- _YOUR ASSIGNMENT_:
The data should be written out in full, exactly as it stands, and the pictures dropped.

Collected data entries
# # # #

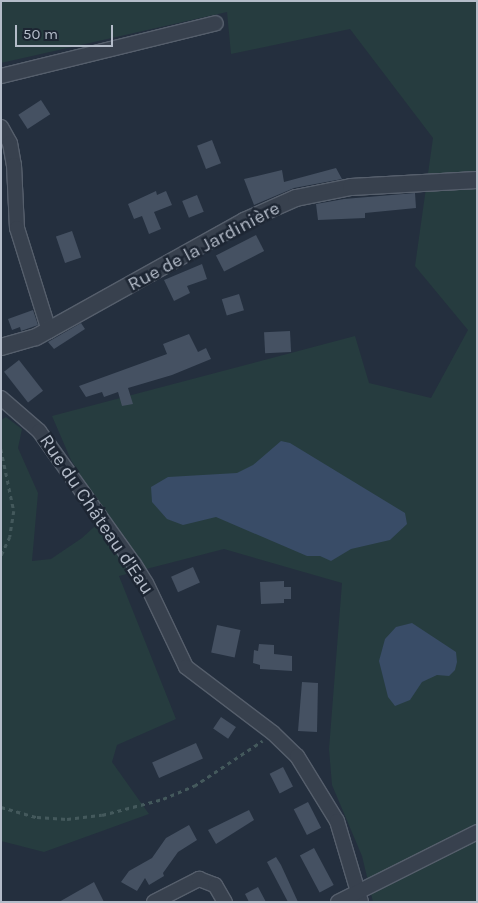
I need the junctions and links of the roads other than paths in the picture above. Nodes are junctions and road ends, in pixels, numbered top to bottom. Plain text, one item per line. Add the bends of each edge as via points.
1 (216, 23) dead end
2 (1, 76) edge
3 (1, 127) edge
4 (477, 180) edge
5 (49, 331) junction
6 (1, 347) edge
7 (1, 398) edge
8 (477, 832) edge
9 (360, 897) edge
10 (154, 902) edge
11 (225, 902) edge
12 (338, 902) edge

1 - 2 street
3 - 5 street via 10,143 14,165 17,228
4 - 5 street, Rue de la Jardinière via 352,188 296,198 244,221
5 - 6 street, Rue de la Jardinière
7 - 9 street, Rue du Château d'Eau via 39,431 134,564 186,667 273,733 297,756 329,805
8 - 9 street
9 - 12 street
10 - 11 street via 199,880 215,885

# # # #

- _THE COMPLETED TASK_:
I need the junctions and links of the roads other than paths in the picture above. Nodes are junctions and road ends, in pixels, numbered top to bottom. Plain text, one item per line. Add the bends of each edge as via points.
1 (216, 23) dead end
2 (1, 76) edge
3 (1, 127) edge
4 (477, 180) edge
5 (49, 331) junction
6 (1, 347) edge
7 (1, 398) edge
8 (477, 832) edge
9 (360, 897) edge
10 (154, 902) edge
11 (225, 902) edge
12 (338, 902) edge

1 - 2 street
3 - 5 street via 10,143 14,165 17,228
4 - 5 street, Rue de la Jardinière via 352,188 296,198 244,221
5 - 6 street, Rue de la Jardinière
7 - 9 street, Rue du Château d'Eau via 39,431 134,564 186,667 273,733 297,756 329,805
8 - 9 street
9 - 12 street
10 - 11 street via 199,880 215,885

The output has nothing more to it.